These are the key concepts you need to understand to accurately answer the question.

Specific Heat Capacity
Specific heat capacity is a vital topic in understanding how substances respond to heat. It tells us how much energy is needed to raise the temperature of a unit mass of a substance by one degree Celsius (or Kelvin). For water, this value is particularly high at 4200 J/(kg·K).
This means water requires more heat energy compared to most other substances to achieve the same temperature increase.
This high specific heat capacity plays a crucial role in many applications, from cooking to industrial processes, where controlling heat is vital.

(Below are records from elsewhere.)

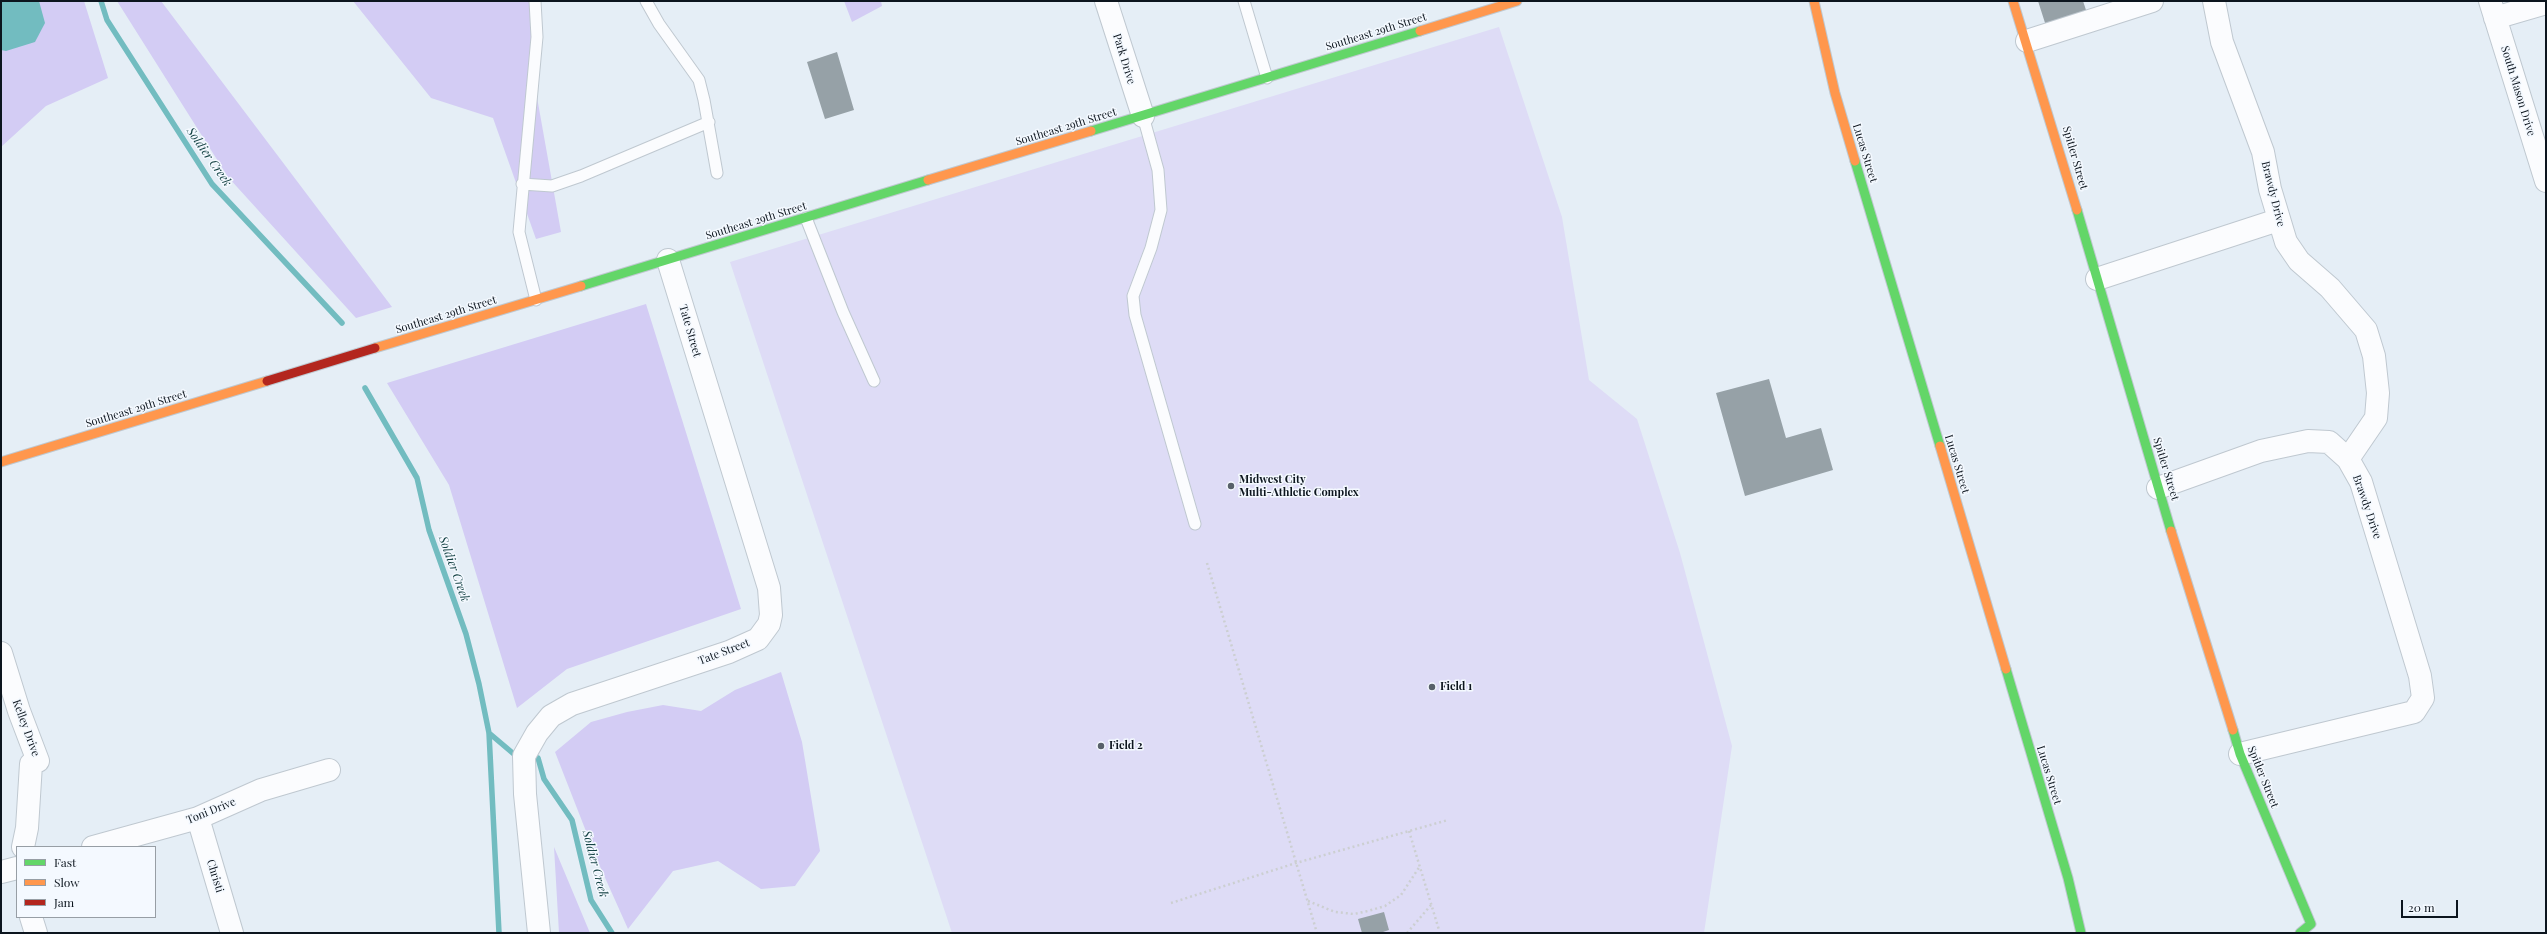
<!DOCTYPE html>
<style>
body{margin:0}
#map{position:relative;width:2547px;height:934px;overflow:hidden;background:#e5eef6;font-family:"Playfair Display",serif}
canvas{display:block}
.frame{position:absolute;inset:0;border:2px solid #0c151e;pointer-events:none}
.legend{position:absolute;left:16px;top:846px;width:140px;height:72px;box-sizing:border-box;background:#f4f9ff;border:1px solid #979ea5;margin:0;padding:5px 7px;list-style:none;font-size:12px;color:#0c151e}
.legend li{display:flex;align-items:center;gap:8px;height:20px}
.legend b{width:20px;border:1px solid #979ea5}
.scale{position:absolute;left:2401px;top:900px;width:57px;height:18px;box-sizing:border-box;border:2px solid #0c151e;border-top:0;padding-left:5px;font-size:12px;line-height:14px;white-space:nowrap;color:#0c151e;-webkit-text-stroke:3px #f4f9ff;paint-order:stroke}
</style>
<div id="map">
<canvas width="2547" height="934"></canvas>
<div class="frame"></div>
<ul class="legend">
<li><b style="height:5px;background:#63d668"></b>Fast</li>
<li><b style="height:5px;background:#ff974d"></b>Slow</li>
<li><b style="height:5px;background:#b3261e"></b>Jam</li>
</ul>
<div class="scale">20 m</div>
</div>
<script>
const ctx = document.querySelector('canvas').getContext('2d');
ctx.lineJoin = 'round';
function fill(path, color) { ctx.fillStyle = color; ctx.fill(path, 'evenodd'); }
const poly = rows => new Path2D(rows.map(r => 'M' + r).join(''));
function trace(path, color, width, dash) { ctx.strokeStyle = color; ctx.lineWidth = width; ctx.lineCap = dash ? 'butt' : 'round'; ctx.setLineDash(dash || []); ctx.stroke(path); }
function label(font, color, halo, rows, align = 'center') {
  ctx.font = font + ' "Playfair Display",serif'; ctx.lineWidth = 3; ctx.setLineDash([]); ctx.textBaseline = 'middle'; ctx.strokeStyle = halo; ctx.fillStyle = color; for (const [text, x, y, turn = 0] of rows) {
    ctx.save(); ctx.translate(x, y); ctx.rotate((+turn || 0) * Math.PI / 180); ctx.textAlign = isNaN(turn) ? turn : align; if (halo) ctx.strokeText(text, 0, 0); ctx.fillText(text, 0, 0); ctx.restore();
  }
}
fill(poly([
 [1499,27,1562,217,1589,380,1637,419,1680,553,1732,746,1704,933,952,933,730,262]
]), '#dedcf6');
fill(poly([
 [1,1,84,1,108,78,46,106,1,147],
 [117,1,161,1,392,307,356,318,228,177],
 [353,1,534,1,535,86,561,232,536,239,493,118,431,98],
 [844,1,881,1,882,6,852,22],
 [646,304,741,609,567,669,517,708,449,485,387,383],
 [781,672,802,742,820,851,795,886,761,889,718,861,673,871,628,929,598,862,555,752,591,722,627,712,663,705,701,711,735,690],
 [554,847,590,933,559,933]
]), '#d3ccf4');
fill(poly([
 [1,1,39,1,45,23,35,42,6,51,1,50]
]), '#72bcc0');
trace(poly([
 [101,1,107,20,212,184,342,323],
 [365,388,417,478,429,530,466,634,479,684,489,733,499,933],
 [489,733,515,755],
 [538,758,544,779,572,820,591,900,612,933]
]), '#72bcc0', 5.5);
fill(poly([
 [2038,1,2083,1,2087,13,2046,26],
 [837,52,854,110,825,119,807,62],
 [1769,379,1786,438,1821,428,1833,470,1745,496,1716,393],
 [1384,912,1389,930,1380,933,1362,933,1358,919]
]), '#96a1a7');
const lane = poly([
 [535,1,537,37,519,232,536,300],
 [646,1,659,24,699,80,704,100,717,173],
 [1244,1,1267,78],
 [1143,116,1158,170,1161,210,1151,248,1133,296,1135,315,1195,524],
 [522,184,552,186,581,176,709,122],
 [806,218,843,312,874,381]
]);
const street = poly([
 [1106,1,1143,116],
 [2214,1,2222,42,2263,152,2270,189,2286,242,2299,261,2330,288,2366,330,2374,356,2378,393,2376,418,2348,459,2361,482,2420,676,2423,698,2414,712,2240,754],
 [2490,1,2546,181],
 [2495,18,2546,3],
 [2027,41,2152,1],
 [2097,279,2278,220],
 [2158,488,2261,451,2308,441,2329,442,2348,459],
 [1,653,19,711,38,761,31,764,27,828,23,847],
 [198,818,232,933],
 [93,847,198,818,261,790,329,770],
 [1,872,17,868],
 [31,917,36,933],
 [539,933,525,794,524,756,537,733,551,716,572,704,729,652,758,639,769,624,771,615,769,588,668,260]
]);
const fast = poly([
 [1091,131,1420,31],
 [1855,161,1940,446],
 [2077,210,2171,531],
 [581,286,928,180],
 [2006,669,2068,878,2081,933],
 [2233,730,2240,754,2311,924,2300,933]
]);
const slow = poly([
 [1814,1,1835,93,1855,161],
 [2013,1,2077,210],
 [1420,31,1517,1],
 [928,180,1091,131],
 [375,348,581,286],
 [1940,446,2006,669],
 [1,462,267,381],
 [2171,531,2233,730]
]);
const jam = poly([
 [267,381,375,348]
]);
trace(lane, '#bfc8d0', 13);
trace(street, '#bfc8d0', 24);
trace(fast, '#bfc8d0', 11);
trace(slow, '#bfc8d0', 11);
trace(jam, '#bfc8d0', 11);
trace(poly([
 [1207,563,1317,933],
 [1409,831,1439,930],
 [1308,901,1335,912,1354,914,1368,911,1385,906,1401,895,1420,866],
 [1171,903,1296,863,1448,820],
 [1407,933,1431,905]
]), '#cccfd1', 2.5, [2, 3]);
trace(lane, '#fbfcfe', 11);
trace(street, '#fbfcfe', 22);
trace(fast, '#63d668', 9);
trace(slow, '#ff974d', 9);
trace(jam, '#b3261e', 9);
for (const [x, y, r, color] of [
 [1231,486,4,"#58616a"],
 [1432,687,4,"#58616a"],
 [1101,746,4,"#58616a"]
]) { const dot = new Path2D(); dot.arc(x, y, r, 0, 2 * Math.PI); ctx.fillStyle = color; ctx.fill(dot); trace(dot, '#f4f9ff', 1.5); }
label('11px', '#0c151e', '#f4f9ff', [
 ["Southeast 29th Street",1376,32,-17],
 ["Park Drive",1124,59,73],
 ["South Mason Drive",2518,91,73],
 ["Southeast 29th Street",1066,127,-17],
 ["Lucas Street",1865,153,73],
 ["Spitler Street",2075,158,74],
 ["Brawdy Drive",2273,194,76],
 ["Southeast 29th Street",756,221,-17],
 ["Southeast 29th Street",446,315,-17],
 ["Tate Street",690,331,74],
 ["Southeast 29th Street",136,409,-17],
 ["Lucas Street",1957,464,73],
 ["Spitler Street",2166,469,73],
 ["Brawdy Drive",2367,507,71],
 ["Tate Street",724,652,-21],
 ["Kelley Drive",26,728,70],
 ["Lucas Street",2049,775,73],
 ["Spitler Street",2263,777,68],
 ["Toni Drive",211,811,-22],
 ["Christi",215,876,73]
]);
label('bold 11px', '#0c151e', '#f4f9ff', [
 ["Midwest City",1239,480],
 ["Multi-Athletic Complex",1239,493],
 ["Field 1",1440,687],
 ["Field 2",1109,746]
], 'left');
label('italic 12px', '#144244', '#f4f9ff', [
 ["Soldier Creek",209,157,55],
 ["Soldier Creek",454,569,70],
 ["Soldier Creek",595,864,75]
]);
</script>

  • Energy Absorption: Water can absorb a lot of heat without a significant temperature rise, making it ideal for heating applications.
  • Protection Against Temperature Fluctuations: This property enables water to stabilize temperatures in environments, acting as a buffer against rapid changes.
In solving our problem, understanding the specific heat capacity of water helps us predict how much heat is needed to achieve the desired temperature change.
Temperature Difference
Temperature difference, often denoted by \(\Delta T\), is the change between two temperatures. It’s essential in calculating how much energy is needed for heating or cooling a material.

In our exercise, the temperature difference is calculated by subtracting the initial temperature of the water from the final temperature: 60°C - 20°C = \(40\, ^{\circ} \mathrm{C}\) or in Kelvin as well, since the size of degrees is the same, making it convenient.
  • Direct Relation: The larger the temperature difference, the more energy is typically required to change the temperature of the substance.
  • Practical Importance: Knowing the temperature difference helps in various practical applications, such as designing heating systems or evaluating the efficiency of thermal processes.
This concept helps simplify complex heat calculations by emphasizing the energy change instead of the specific initial and final temperatures.
Mass Flow Rate
Mass flow rate is the quantity of mass passing through a given surface per unit time. It is a crucial factor in heat transfer calculations as it determines how much substance is being heated or cooled in a given timeframe.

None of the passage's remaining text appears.